Enda could regret his Monty Pylon moment as storm gathers at home
ENDA Kenny is around long enough to know that political leaders often get themselves into a whole pile of trouble based on things they say while they're 'out foreign'.
It often has a lot to with a certain 'de-mob happy' feeling which allows them to speak less guardedly. Their handlers and minders will often come back, with that metaphorical media mop and bucket, to tell the world: "What he really meant was ... "
Yesterday, in Riyadh, the capital ofSaudi Arabia, the Taoiseach weighed into the national controversy over plans to erect new electricity pylons carrying overhead power cables across vast scenic tracts of rural Ireland.
Mr Kenny is on a six-day business visit to the oil-rich states of theMiddle East with 109 business executives from over 80 Irish firms who have good grounds to hope they will win new markets for their goods and services.
But on the specific pylon issue, Mr Kenny was in essence saying that failure to drive on with the overhead pylon scheme could cost Irish people jobs and drive up emigration.
"We haven't arrived at a situation yet where you can provide power without cables," Mr Kenny told reporters in an outburst of frankness, perhaps enhanced by being out of Ireland.
Up to recently people's awareness of this overground or underground electric cable issue -- now rapidly being shortened to one word 'Pylons' -- depended largely on where you lived.
Plans advanced by the FF-Green government for overground high-powered electric cables were vehemently opposed by some people in the Border counties of the north-east.
But now anti-pylon sentiment is growing in many more rural areas across the country. Opposition groups are emerging to State-owned power company EirGrid's plan for new electricity interconnectors to be carried on a large network of overground electricity pylons.
There are moves afoot to link these anti-pylon groups with others who are for similar reasons strident in opposing windmills. Perhaps the organisers' claim that they can ultimately mobilise half-a-million people is extravagant. We must wait and see -- but they attracted 2,000 to Vinegar Hill above Enniscorthy, despite bad weather, last Sunday afternoon.
The planned new power lines include the North-South interconnector, linking counties Meath and Tyrone, which was the original source of controversy. Since then we have learnt of many other plans, including a connection running from Kildare to Cork through Wexford, and a Roscommon and Mayo line, which might in the fullness of time prove an especially interesting issue for Mr Kenny.
The opposition groups are at all times calling for the lines to be run underground instead of on unsightly pylons. Mr Kenny's comments yesterday called to mind an old French country proverb about the cottage owner having to choose between keeping a goat and cultivating a successful cabbage patch.

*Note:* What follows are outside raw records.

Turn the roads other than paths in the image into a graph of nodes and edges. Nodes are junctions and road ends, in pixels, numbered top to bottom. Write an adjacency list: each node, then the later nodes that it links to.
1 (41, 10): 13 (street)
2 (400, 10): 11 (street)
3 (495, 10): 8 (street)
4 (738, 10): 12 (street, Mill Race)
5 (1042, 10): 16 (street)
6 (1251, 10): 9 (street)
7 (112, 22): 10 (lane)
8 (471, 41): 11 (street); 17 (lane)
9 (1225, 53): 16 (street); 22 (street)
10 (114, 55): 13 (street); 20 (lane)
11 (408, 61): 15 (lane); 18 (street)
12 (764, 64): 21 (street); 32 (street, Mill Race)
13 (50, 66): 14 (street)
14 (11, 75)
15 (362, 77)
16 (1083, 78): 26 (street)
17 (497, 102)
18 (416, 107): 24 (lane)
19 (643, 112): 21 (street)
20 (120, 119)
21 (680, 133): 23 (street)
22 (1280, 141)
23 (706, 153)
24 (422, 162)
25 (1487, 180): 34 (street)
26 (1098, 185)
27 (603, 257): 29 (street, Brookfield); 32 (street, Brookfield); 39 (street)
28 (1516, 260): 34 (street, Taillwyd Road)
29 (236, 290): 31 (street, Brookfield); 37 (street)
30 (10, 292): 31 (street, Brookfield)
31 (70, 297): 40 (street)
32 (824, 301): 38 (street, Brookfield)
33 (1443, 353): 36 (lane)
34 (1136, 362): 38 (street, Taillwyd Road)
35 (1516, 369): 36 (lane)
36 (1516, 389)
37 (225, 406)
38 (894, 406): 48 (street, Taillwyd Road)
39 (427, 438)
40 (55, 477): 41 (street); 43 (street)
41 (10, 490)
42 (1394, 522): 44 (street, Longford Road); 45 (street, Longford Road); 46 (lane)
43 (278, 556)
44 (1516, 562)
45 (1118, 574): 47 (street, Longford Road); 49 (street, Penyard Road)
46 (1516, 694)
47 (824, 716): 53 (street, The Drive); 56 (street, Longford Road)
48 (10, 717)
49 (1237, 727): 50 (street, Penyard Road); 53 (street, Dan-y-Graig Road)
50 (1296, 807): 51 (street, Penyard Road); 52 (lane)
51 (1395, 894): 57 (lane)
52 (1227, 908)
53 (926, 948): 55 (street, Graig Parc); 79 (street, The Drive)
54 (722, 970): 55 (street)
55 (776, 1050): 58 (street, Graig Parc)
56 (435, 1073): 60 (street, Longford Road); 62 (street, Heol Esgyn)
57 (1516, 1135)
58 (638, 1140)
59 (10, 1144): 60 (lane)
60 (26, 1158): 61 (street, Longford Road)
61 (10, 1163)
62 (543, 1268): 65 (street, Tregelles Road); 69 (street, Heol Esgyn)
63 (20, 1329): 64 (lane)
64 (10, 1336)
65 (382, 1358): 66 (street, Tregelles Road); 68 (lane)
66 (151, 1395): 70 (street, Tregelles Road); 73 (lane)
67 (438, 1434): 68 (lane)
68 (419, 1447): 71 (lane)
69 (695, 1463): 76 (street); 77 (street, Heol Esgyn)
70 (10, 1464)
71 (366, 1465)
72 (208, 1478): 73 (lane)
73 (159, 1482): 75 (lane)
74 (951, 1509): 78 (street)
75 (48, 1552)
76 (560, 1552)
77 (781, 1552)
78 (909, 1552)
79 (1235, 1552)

"It's ironic in many ways that people say to me, 'well my children have to go away, have to emigrate.' And in many cases they emigrate to countries where these things are matter of course as providing infrastructure for development," Mr Kenny said.
It was the clearest sign yet from him that he will back the roll-out of the less costly overhead power lines as he called for 'rational, common-sense' pylon debate. Mr Kenny said that new infrastructure is the price to be paid for the Government providing the means to create jobs evenly spread across Ireland.
He admitted that the trade-off between overhead power lines and jobs may be a 'conundrum'. The overall thrust of these comments looked like a hardening government will to drive through with the pylon proposals. He even added a 'think-of-the-children' line.
"I don't think it's right for any government to say that they can deny the next generation of young people in our country the right to have a job and to live and work in their own area.
"You can't do these things without infrastructure and that means water, roads and communications and power," he insisted.
To a casual reader, Mr Kenny might appear to be implying that opponents of pylons were also opposed to an enhanced power network and economic progress. "If someone can explain to me how you can provide power for the future without cables I'd like to hear from them. Because there is a cost factor involved in this -- be it overground or underground," he said -- stressing that this row is first, last and ever about cables.
Mr Kenny is not, however, old for nothing in politics. He did also lay emphasis on the independence of the planning process and the independent agencies, not directly under the remit of Government, who will eventually adjudicate this underground/ overground war.
It is clear that this is a very real conflict which by now affects many parts of the country. And Mr Kenny would do well to walk lightly here as it could well also influence many votes in the upcoming local council and European Parliament elections now some 20 weeks away.